LLM inference is the coordination of token computation, GPU execution, and request scheduling.

That coordination problem shows up as token count, GPU batch shape, live KV-cache blocks, and requests waiting behind the current scheduler step. A useful way to name the hidden object is the request state at scheduler step $t$ :

\mathrm{state}_t = (\mathrm{tokens}_t,\ \mathrm{activations}_t,\ \mathrm{KVCache}_t,\ \mathrm{scheduler}_t,\ \mathrm{blocks}_t)

This is a diagnostic state vector, not a literal in-memory schema. Real engines split, overlap, or omit pieces of it depending on their executor, cache manager, and request protocol. The point is to keep the objects that create different bottlenecks visible at the same time.

A diagram of one next-token request state, showing prompt tokens, activations, KV cache, scheduler queue, memory blocks, and output token. — Figure 2. A next-token request bundles token IDs, tensors, cache state, scheduler position, and memory ownership.

A Concrete Next-Token Pass

Start with one ordinary request, but read it as an inference engine has to read it: not as text, but as state that will consume compute, memory, and scheduler attention.

Suppose a user sends a short chat prompt:

Explain why KV cache matters for LLM inference.

The API surface treats this as a short text prompt. The model server cannot stop there. Its first durable object is a list of token IDs, plus request metadata such as sampling parameters, maximum output length, stop conditions, priority, and arrival time. If this is a chat model, the raw user message may also be wrapped with system, assistant, or tool tokens before tokenization. The model sees that formatted token sequence, not the UI message.

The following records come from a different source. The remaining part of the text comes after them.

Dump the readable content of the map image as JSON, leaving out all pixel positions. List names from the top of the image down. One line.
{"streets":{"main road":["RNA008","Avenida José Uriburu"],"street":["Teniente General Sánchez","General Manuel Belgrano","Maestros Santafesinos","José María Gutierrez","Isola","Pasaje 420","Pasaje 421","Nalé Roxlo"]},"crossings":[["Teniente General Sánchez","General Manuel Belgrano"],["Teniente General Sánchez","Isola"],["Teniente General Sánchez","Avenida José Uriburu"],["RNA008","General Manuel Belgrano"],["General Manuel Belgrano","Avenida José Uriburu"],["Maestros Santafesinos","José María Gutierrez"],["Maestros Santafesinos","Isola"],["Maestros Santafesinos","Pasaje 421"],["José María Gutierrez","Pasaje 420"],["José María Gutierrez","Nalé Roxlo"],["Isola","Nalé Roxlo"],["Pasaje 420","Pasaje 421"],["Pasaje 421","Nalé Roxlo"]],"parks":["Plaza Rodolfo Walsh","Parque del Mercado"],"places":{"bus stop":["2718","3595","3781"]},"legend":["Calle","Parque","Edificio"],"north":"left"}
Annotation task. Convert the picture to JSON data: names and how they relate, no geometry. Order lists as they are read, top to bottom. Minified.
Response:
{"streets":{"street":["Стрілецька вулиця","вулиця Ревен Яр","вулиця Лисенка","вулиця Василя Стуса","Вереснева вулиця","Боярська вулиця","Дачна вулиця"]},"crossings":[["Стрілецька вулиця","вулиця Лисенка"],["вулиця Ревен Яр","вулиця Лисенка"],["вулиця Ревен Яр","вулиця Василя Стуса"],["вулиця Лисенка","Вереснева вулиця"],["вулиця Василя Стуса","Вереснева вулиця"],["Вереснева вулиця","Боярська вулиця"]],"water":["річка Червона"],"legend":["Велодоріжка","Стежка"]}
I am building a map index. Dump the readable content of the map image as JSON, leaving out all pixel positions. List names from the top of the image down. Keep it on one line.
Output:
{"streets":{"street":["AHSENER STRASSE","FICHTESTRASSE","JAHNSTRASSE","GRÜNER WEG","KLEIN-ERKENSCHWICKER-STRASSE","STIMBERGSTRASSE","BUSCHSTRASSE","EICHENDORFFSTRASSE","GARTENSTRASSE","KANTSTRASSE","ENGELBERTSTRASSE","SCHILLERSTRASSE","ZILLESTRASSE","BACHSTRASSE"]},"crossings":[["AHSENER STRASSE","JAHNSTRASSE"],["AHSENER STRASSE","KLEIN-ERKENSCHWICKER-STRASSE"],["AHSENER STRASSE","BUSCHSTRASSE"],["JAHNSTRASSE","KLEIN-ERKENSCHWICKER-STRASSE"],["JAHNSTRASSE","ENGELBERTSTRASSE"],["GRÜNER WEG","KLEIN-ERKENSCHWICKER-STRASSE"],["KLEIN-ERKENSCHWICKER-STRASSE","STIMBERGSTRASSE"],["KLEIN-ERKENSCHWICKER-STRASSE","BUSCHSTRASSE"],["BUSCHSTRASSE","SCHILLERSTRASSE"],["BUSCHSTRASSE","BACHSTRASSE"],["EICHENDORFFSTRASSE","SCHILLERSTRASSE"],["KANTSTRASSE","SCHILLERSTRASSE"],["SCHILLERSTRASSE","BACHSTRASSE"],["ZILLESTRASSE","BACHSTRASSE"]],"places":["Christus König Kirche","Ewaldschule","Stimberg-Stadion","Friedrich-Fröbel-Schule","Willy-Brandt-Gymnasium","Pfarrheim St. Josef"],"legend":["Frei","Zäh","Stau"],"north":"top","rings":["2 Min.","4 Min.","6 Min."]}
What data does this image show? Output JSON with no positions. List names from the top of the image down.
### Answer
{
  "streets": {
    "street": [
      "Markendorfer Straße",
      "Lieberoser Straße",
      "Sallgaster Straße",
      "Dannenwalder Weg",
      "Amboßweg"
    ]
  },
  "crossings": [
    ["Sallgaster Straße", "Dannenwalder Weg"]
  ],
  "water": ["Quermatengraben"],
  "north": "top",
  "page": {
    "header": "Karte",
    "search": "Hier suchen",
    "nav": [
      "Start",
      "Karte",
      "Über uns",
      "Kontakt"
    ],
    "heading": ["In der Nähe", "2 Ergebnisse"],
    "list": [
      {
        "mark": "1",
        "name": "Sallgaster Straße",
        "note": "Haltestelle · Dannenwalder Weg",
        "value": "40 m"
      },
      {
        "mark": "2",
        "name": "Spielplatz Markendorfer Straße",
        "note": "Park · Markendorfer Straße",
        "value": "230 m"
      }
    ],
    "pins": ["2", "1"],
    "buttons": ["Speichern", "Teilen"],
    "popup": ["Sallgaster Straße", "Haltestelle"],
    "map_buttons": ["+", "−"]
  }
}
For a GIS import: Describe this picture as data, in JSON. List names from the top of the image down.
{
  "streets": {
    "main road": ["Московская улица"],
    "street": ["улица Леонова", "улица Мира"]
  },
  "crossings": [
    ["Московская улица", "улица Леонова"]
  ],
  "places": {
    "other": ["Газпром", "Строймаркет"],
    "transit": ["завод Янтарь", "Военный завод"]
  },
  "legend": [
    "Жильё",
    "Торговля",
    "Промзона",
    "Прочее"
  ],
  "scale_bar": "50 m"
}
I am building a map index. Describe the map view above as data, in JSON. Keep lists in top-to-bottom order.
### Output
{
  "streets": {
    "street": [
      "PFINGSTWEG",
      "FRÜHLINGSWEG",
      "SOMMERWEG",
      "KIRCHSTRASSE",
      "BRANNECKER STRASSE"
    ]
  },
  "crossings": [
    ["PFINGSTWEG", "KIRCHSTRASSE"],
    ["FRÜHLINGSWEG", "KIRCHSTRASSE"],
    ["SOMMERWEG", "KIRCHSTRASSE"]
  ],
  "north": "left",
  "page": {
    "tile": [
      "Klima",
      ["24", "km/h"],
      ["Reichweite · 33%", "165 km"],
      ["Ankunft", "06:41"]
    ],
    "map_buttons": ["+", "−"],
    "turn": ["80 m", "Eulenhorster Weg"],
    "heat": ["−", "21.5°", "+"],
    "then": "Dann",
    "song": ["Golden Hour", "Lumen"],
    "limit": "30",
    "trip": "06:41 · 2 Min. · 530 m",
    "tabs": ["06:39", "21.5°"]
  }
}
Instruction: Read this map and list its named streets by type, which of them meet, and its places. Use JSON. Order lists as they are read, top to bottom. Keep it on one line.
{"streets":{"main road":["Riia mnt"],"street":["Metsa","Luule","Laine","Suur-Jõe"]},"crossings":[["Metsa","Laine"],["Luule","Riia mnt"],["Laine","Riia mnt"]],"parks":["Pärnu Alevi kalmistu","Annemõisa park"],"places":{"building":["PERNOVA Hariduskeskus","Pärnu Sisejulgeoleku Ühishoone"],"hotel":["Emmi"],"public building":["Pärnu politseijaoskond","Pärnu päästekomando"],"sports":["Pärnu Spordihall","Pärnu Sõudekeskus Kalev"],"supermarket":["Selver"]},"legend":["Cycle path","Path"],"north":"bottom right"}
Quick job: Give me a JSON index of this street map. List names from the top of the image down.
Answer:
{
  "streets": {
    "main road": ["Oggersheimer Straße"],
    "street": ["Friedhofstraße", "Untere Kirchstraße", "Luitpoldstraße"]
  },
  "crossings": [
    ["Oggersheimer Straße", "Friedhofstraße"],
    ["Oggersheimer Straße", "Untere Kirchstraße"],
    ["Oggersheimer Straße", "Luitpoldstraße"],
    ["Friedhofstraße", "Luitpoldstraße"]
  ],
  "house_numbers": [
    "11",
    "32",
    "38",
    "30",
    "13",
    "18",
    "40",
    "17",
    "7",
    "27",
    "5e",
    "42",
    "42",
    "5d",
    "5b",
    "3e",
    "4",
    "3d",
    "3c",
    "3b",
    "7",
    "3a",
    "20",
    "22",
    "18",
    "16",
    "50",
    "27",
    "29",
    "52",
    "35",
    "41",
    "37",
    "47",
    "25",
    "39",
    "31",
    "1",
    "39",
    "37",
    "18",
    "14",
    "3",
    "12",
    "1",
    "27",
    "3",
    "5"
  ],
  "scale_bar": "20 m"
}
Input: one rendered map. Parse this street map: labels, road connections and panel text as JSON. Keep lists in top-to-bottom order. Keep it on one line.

During prefill, the Transformer processes the prompt tokens together. Each layer builds intermediate hidden states. Attention projects those hidden states into queries, keys, and values. MLPs transform each token vector independently. At the final position, the model produces logits for the next token. The sampler chooses one token from those logits.

At that point, the model story has become a systems story. The prompt is now work that must be scheduled and memory that must be owned.

The QKV projections and MLP projections are matrix multiplications. Those matmuls become GPU kernels. The kernels need weights and activation tiles to move through HBM, cache, shared memory, registers, and tensor cores in a staged order. If the data path is poor, theoretical FLOPs do not turn into delivered token throughput.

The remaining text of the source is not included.